* _Task statement_
Collect each line of the entries that holds the string "image".

* _The data_
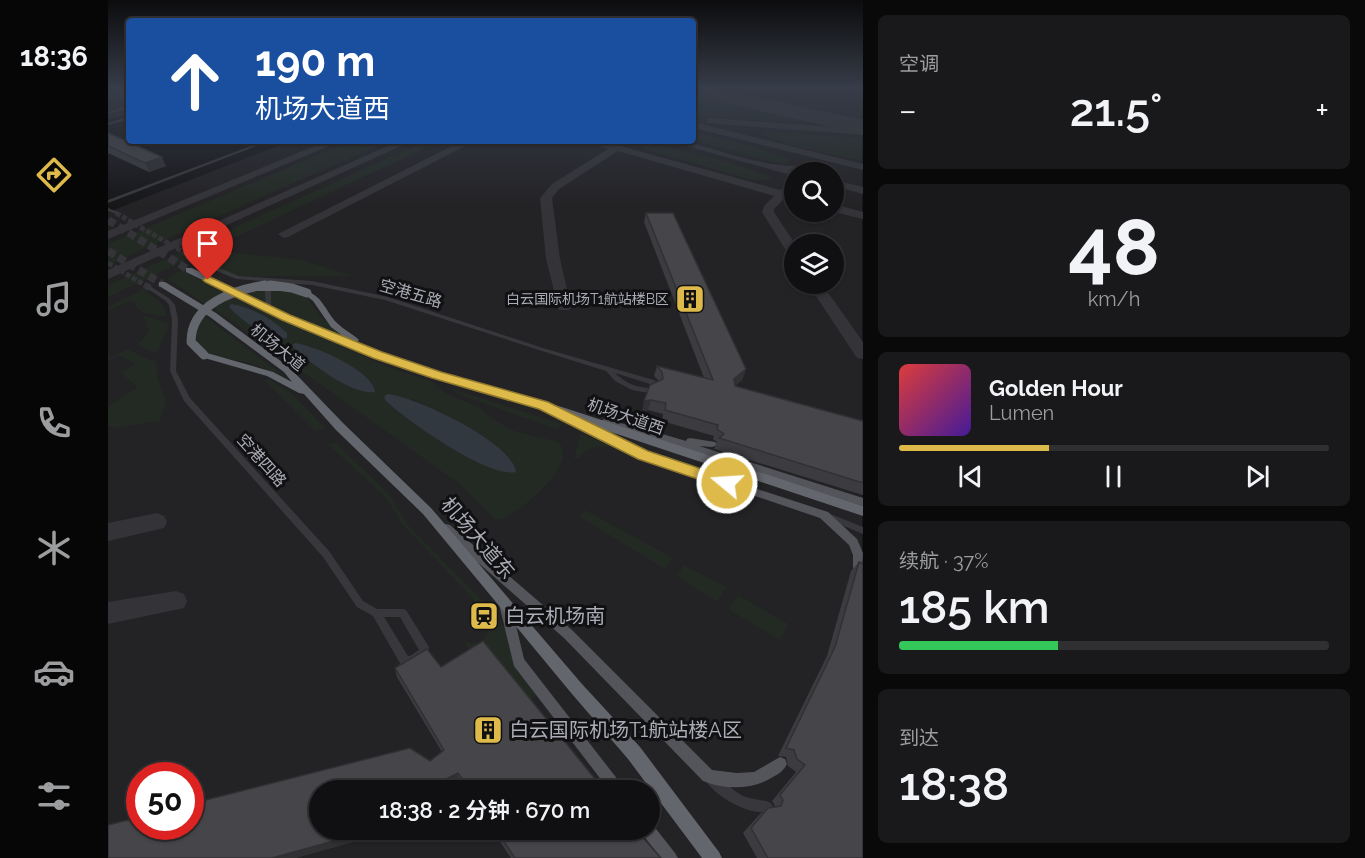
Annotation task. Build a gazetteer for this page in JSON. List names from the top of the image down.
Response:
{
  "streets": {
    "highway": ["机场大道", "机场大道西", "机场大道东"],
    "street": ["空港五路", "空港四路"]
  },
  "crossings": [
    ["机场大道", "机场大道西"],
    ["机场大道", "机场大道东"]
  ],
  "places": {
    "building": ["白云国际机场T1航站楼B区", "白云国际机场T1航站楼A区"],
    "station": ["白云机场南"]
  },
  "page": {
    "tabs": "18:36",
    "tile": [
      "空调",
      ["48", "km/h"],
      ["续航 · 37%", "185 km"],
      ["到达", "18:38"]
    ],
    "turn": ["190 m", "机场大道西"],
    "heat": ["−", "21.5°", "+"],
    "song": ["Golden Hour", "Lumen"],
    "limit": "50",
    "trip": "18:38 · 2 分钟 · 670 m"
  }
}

* * *

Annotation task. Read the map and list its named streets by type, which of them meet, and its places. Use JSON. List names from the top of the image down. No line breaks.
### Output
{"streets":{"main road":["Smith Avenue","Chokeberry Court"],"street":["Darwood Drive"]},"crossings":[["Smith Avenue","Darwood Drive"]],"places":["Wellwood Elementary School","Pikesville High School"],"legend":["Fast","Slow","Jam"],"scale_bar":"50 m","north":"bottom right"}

* _Task solution_
Annotation task. Build a gazetteer for this page in JSON. List names from the top of the image down.
Annotation task. Read the map and list its named streets by type, which of them meet, and its places. Use JSON. List names from the top of the image down. No line breaks.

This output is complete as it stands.